Aberratio Ictus

Aberratio Ictus

En esta causa, el Tribunal de Juicio estimó comprobados los elementos del tipo penal de homicidio intencional simple y la consecuente responsabilidad del acusado, al quedar acreditado que la muerte de XY se produjo cuando aquél, accionó  un arma de fuego y disparó en contra de XX, (quien antes  había lanzado una botella, en contra del grupo de personas que venían de jugar béisbol, en el cual se encontraba el acusado), y una de las balas impactó a la víctima (XY) produciéndole la muerte. Ver texto íntegro de la sentencia

Ahora bien, la “Aberratio Ictus” o “desviación de la trayectoria o del golpe es la disparidad entre el plan del autor y el resultado; así tenemos la aberratio ictus con error en la persona y la aberratio con error en el golpe.

A mi juicio, de los hechos acreditados por el tribunal de juicio, se desprende claramente que hubo “error en la persona”, es decir, confusión en el sujeto pasivo, por cuanto el acusado disparó en contra de XY creyendo que ésta fue quien le había lanzado la botella, cuando en realidad fue XX, y no error en el golpe como lo indicó la Sala Penal. A mayor abundamiento, habrá error en el golpe, cuando hay error en el curso causal al dirigir la acción; ejemplo, le disparo a “B” y al hacerlo, se interpone “C” en el medio, quien casualmente iba pasando por el lugar.

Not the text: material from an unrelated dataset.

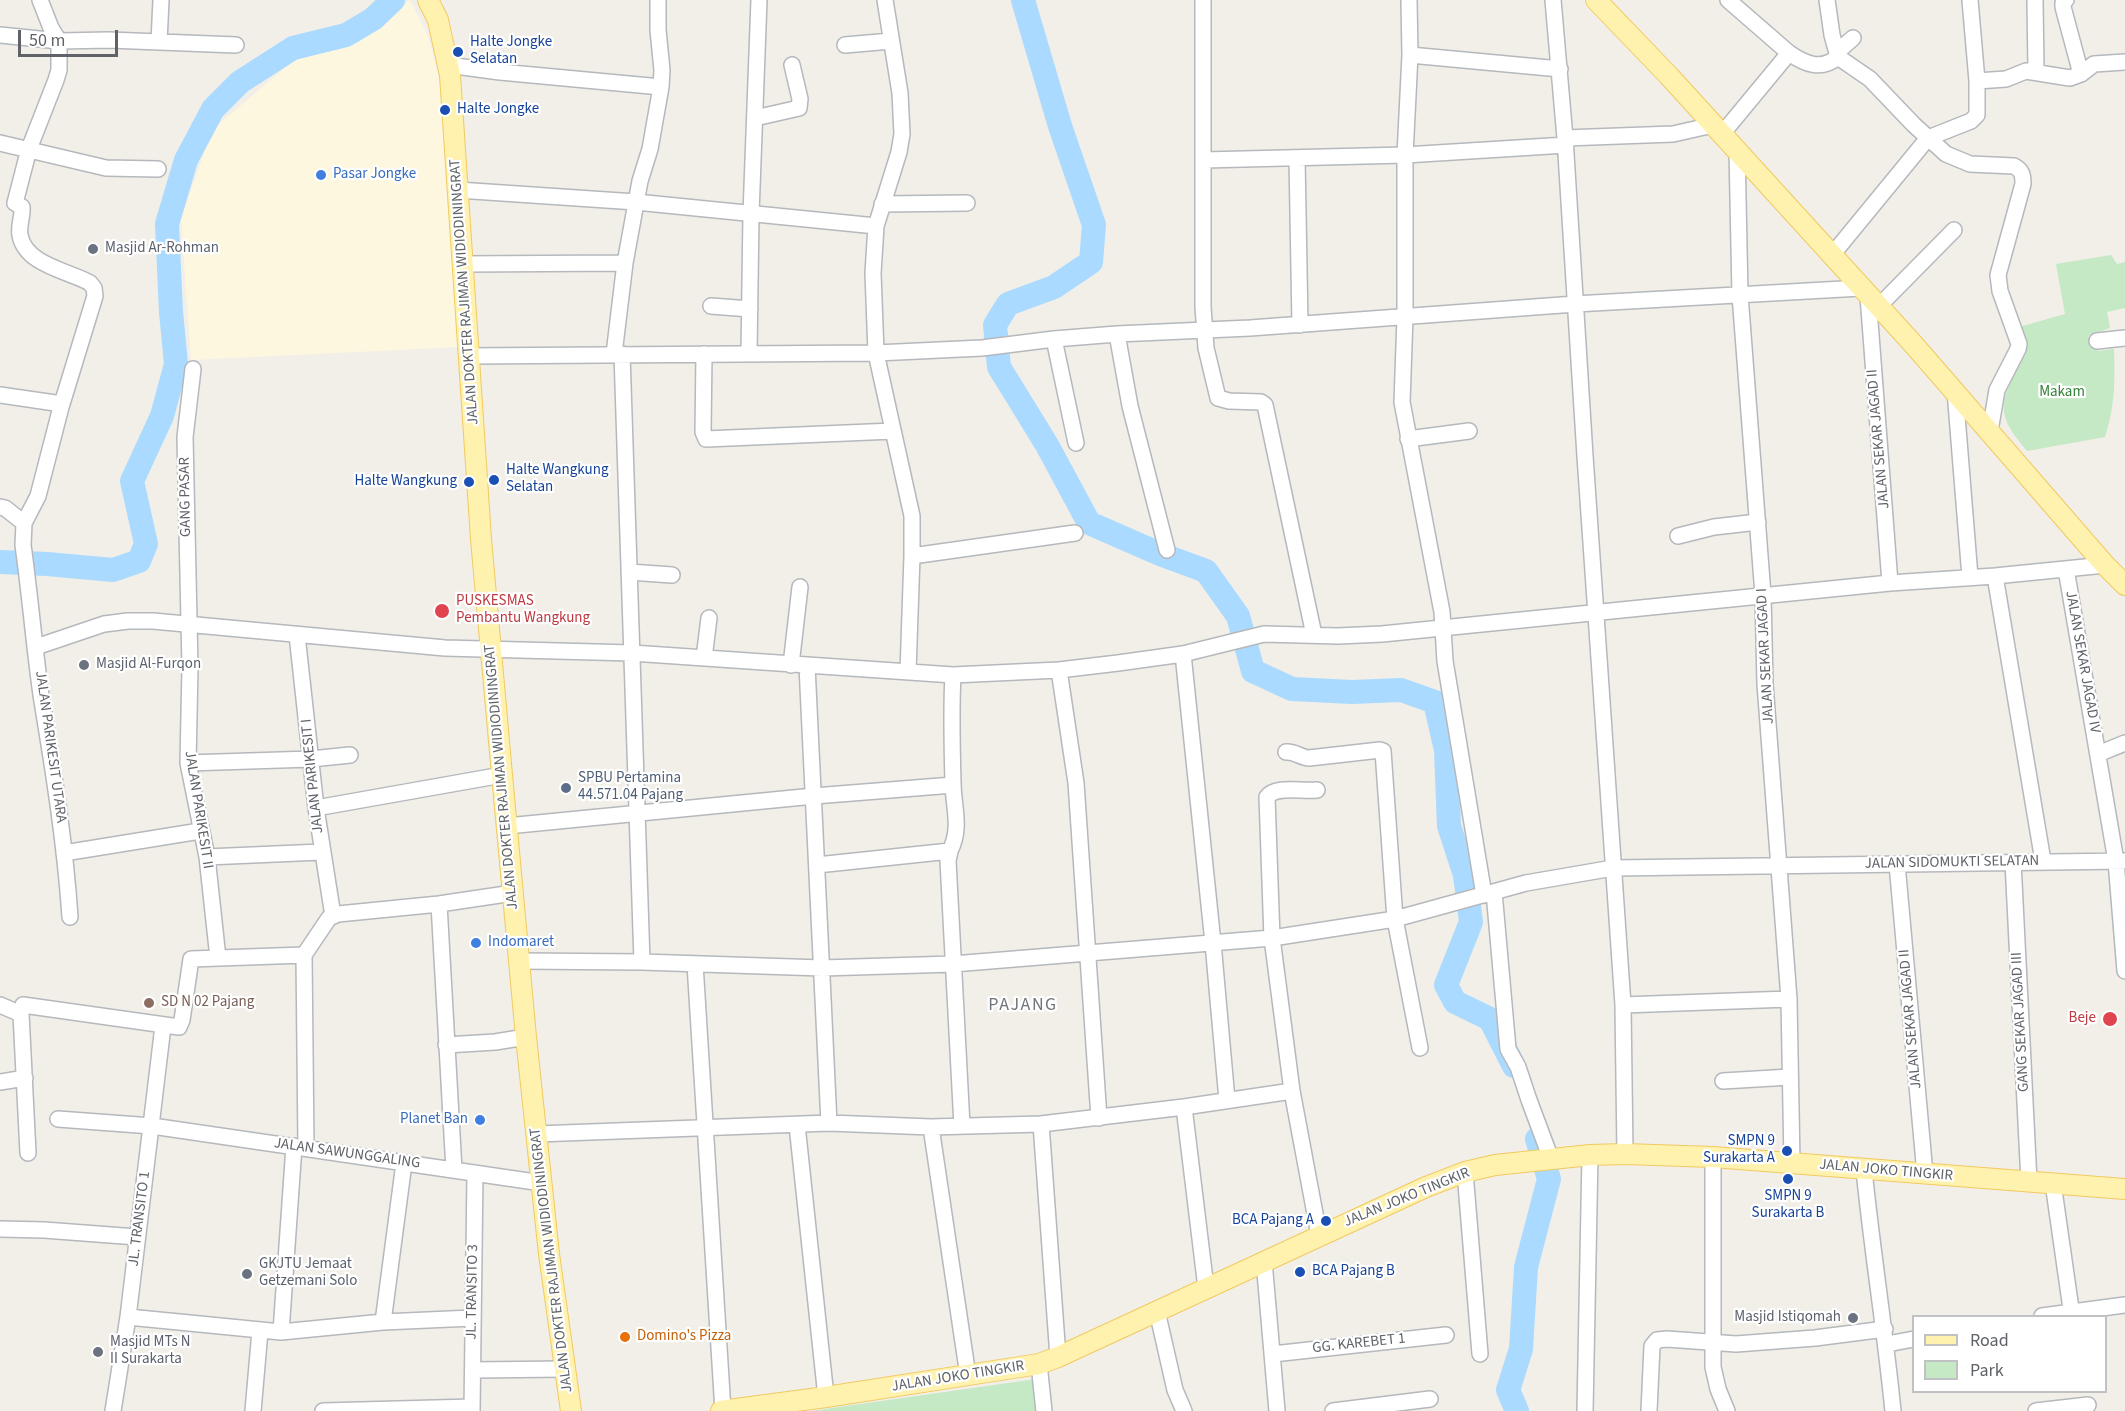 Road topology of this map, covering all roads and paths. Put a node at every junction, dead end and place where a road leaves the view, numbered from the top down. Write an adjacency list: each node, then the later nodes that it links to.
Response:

En cuanto al error en el golpe o aberratio ictus, tenemos dos posturas: para algunos, (caso del Defensor que interpuso el recurso de casación), existe concurso entre un homicidio culposo y una tentativa de homicidio (aunque algunos consideran que existe homicidio frustrado). Según la teoría de la concreción, el dolo presupone su concreción a un determinado objeto; si a consecuencia de la desviación se alcanza otro objeto en él, entonces falta el dolo en relación con éste. Solo puede apreciarse por tanto una tentativa de homicidio respecto a XX y además en su caso un homicidio imprudente respecto de XY ya que no tuvo intención de matarla.

Para otros, el error en el golpe se califica como un solo delito, el cual es el criterio asumido por la Casación Penal en la presente causa. Se conoce como la teoría de la equivalencia, la cual parte de que el dolo sólo ha de abarcar el resultado típico en los elementos determinantes de su especie: A a querido matar a una persona B y también ha matado realmente a una persona C. La desviación del curso causal no tiene influencia en el dolo, debido a la equivalencia típica de los objetos, de modo que se puede apreciar un homicidio consumado.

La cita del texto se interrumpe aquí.